* [Exercise requirements]:
In the listing that follows, copy out each line that includes the word "true".

* [Task input]:
▬▬▬▬▬▬
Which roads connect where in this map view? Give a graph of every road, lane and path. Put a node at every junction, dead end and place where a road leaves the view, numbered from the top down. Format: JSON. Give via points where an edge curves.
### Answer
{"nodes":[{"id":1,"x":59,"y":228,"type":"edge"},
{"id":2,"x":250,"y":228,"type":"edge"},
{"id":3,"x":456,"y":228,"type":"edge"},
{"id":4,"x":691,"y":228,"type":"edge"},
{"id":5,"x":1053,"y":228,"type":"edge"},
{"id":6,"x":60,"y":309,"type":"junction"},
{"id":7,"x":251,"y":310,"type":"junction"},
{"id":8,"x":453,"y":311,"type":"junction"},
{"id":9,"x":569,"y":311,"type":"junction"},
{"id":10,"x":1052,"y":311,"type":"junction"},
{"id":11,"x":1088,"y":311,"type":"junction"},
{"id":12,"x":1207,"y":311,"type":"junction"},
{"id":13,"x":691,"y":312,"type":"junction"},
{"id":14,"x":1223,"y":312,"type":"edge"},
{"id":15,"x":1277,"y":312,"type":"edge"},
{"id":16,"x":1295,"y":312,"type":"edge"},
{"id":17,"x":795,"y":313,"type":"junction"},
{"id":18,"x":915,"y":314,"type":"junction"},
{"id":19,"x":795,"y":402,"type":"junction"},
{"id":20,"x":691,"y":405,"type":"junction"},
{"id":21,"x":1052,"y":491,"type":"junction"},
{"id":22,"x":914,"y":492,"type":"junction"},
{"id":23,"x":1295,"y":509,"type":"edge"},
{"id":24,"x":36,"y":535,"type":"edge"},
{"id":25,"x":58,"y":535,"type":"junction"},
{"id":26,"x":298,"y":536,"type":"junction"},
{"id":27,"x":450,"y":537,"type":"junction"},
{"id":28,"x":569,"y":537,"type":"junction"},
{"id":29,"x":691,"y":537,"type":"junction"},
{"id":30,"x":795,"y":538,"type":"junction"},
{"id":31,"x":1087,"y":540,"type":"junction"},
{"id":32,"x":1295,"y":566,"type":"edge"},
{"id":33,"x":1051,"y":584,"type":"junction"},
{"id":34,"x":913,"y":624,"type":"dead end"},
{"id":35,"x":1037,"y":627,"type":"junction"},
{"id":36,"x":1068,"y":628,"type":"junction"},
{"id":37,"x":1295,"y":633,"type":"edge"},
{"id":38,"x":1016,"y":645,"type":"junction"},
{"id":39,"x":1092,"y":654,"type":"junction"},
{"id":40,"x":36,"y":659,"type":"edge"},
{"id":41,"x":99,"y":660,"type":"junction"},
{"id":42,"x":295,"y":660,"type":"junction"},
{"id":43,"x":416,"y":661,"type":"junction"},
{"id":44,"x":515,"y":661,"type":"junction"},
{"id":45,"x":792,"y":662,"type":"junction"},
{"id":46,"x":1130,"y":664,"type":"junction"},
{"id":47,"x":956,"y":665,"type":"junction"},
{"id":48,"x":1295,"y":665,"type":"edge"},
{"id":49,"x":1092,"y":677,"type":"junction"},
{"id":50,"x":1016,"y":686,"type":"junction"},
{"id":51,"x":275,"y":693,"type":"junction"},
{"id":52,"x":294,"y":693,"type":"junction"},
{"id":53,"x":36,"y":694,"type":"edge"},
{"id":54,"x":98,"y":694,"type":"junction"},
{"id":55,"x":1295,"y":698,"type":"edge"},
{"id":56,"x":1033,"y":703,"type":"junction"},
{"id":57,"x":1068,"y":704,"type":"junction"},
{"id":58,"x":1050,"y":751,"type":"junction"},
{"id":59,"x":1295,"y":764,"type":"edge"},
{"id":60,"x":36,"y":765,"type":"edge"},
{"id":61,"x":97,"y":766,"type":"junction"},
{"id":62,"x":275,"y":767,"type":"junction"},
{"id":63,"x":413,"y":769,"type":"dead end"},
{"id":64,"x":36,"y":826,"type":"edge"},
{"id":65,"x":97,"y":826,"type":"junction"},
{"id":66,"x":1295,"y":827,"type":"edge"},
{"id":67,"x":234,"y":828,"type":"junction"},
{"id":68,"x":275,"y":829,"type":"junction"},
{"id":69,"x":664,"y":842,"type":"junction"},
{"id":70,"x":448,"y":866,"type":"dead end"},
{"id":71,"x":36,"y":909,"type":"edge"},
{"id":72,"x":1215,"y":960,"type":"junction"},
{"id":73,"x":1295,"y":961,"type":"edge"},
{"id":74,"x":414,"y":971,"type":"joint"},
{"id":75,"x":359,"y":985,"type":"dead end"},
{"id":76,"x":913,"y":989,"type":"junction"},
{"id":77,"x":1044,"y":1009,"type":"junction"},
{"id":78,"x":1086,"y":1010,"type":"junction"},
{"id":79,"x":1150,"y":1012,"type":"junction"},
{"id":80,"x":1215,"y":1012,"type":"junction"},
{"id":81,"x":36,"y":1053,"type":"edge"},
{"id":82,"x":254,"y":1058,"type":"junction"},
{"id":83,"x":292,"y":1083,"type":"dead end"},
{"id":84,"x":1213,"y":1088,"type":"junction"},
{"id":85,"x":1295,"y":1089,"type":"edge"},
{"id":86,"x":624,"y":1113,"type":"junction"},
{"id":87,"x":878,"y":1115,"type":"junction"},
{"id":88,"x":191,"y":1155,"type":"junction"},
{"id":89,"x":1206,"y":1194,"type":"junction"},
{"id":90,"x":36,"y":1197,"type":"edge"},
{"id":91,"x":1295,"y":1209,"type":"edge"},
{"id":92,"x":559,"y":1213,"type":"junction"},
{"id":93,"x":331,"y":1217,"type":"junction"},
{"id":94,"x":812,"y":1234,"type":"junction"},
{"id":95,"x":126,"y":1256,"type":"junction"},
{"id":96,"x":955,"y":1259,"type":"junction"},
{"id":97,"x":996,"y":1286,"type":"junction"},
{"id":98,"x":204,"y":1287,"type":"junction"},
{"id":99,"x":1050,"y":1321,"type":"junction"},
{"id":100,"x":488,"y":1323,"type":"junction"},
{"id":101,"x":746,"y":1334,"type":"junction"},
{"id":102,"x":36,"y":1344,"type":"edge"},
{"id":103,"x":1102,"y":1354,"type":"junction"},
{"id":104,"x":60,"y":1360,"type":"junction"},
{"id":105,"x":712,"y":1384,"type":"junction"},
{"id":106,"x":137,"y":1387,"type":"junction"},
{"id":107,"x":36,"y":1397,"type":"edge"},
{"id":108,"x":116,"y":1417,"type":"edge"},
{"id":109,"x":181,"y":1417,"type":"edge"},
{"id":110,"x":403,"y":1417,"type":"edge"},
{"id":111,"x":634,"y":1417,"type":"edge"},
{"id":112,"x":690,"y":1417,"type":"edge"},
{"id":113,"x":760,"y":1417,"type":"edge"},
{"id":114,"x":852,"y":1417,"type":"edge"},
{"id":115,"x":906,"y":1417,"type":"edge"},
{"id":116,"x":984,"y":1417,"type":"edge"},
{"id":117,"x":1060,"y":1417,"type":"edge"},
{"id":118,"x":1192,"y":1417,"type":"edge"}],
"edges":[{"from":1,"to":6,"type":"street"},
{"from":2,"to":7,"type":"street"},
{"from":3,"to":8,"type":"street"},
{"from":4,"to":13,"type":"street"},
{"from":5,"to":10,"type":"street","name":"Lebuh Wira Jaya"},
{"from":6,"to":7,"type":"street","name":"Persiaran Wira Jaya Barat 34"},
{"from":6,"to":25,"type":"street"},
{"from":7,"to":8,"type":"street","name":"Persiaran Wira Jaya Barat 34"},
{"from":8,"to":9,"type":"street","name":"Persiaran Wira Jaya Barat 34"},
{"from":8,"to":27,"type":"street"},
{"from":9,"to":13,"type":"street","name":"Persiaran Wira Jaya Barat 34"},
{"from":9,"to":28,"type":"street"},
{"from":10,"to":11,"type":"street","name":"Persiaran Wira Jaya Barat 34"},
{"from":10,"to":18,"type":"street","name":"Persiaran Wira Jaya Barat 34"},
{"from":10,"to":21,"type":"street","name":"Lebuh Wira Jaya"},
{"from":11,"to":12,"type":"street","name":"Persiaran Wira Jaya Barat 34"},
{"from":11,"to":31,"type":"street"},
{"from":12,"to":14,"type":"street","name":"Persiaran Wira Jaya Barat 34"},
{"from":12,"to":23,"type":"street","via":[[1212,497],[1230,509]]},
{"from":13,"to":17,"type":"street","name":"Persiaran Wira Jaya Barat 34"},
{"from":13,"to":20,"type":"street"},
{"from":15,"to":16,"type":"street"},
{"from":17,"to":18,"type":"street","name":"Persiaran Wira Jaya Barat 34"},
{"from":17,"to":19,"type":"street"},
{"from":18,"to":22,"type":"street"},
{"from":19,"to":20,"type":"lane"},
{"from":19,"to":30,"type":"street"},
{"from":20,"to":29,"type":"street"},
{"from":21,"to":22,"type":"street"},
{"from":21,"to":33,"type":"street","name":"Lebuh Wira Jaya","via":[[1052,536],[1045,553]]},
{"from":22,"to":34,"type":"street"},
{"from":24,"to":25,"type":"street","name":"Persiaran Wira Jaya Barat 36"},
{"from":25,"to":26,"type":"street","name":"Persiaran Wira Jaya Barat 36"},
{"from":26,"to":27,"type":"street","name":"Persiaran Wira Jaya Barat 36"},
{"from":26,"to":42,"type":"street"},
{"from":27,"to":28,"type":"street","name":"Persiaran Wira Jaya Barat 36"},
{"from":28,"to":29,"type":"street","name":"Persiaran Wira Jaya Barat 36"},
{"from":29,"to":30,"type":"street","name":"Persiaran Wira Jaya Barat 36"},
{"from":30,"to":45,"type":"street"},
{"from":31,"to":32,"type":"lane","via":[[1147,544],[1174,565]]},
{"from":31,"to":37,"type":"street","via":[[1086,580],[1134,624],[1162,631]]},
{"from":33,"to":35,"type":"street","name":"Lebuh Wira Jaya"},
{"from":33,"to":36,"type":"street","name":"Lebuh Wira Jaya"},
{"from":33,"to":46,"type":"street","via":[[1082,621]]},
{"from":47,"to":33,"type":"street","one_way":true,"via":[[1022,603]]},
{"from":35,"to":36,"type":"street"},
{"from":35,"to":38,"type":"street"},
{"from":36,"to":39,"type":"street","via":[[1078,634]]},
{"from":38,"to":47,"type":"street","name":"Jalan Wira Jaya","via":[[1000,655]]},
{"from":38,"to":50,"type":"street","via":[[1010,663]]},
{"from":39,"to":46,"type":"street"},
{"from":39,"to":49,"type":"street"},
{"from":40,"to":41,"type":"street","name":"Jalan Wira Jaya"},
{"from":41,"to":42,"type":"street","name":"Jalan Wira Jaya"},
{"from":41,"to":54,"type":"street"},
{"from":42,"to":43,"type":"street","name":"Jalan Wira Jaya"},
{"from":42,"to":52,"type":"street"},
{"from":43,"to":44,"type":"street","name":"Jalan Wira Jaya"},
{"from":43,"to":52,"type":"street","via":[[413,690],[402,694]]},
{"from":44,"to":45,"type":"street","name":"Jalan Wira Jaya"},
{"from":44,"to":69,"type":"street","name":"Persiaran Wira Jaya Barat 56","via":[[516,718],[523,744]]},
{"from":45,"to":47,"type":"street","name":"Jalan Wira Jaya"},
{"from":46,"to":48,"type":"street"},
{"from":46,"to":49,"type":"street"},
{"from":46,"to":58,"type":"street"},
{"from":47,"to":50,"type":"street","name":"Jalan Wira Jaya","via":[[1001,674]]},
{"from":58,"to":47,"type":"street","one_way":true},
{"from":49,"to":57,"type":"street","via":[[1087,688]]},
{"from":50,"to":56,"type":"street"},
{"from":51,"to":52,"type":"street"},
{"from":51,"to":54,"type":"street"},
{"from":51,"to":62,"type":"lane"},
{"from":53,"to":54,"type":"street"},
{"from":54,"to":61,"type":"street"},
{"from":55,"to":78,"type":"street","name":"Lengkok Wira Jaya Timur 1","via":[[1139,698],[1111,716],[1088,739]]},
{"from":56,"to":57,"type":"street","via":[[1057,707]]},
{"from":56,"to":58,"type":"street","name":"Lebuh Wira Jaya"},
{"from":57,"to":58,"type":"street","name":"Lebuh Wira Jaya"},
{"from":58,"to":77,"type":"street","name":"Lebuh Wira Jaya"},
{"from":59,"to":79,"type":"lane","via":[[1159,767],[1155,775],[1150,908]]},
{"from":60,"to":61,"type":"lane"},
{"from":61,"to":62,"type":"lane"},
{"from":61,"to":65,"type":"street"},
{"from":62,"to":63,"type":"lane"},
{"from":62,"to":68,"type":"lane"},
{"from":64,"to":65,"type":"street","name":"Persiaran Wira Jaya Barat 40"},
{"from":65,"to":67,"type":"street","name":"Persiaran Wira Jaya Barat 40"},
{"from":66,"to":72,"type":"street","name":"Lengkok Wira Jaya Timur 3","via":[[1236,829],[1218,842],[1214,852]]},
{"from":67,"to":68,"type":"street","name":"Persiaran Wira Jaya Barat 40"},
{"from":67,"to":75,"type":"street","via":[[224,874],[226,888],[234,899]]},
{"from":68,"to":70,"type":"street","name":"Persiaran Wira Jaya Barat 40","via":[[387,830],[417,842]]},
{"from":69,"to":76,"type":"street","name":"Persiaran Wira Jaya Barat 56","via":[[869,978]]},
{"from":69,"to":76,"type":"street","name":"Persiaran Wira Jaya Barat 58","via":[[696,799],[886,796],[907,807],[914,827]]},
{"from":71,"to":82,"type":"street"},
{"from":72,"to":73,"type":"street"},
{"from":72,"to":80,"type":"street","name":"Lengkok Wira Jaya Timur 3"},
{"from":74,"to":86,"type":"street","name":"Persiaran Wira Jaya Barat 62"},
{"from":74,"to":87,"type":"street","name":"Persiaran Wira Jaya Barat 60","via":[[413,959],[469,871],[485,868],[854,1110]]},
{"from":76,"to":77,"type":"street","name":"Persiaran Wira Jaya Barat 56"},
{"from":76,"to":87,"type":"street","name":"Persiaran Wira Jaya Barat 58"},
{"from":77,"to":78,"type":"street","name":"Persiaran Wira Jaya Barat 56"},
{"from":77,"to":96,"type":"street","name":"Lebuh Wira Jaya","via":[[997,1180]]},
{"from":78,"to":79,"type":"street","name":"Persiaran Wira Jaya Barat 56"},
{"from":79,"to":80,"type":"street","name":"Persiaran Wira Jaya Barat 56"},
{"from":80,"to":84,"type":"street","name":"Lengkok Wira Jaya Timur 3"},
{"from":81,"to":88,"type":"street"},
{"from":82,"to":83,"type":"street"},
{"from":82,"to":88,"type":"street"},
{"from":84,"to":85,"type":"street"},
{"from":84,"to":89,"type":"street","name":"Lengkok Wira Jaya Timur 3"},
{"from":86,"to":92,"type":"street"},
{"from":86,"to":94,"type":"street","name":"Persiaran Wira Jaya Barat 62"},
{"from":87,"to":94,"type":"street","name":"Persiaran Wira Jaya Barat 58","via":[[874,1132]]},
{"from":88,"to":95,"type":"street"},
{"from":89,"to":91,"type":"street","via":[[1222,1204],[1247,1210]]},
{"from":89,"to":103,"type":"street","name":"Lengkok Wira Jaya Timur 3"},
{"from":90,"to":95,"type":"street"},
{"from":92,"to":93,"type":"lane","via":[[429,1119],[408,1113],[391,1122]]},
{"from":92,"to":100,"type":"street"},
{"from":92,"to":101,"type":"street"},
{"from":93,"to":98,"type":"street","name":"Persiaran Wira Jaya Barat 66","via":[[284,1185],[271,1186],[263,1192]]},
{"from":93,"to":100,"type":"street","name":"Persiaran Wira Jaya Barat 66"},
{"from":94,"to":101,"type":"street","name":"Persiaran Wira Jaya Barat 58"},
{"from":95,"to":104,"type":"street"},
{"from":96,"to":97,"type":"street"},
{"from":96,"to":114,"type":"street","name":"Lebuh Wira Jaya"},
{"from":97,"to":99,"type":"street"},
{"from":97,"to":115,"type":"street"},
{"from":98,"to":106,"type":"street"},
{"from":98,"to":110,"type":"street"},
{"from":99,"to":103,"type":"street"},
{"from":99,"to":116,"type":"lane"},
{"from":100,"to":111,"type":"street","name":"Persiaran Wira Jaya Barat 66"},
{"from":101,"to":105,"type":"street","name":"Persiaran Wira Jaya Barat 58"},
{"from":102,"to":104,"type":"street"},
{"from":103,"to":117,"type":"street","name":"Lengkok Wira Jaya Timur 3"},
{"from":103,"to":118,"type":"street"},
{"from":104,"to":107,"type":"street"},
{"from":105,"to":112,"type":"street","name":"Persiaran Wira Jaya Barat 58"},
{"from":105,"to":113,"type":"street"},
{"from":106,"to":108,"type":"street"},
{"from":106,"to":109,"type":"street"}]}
▬▬▬▬▬▬
* [Expected answer]:
{"from":47,"to":33,"type":"street","one_way":true,"via":[[1022,603]]},
{"from":58,"to":47,"type":"street","one_way":true},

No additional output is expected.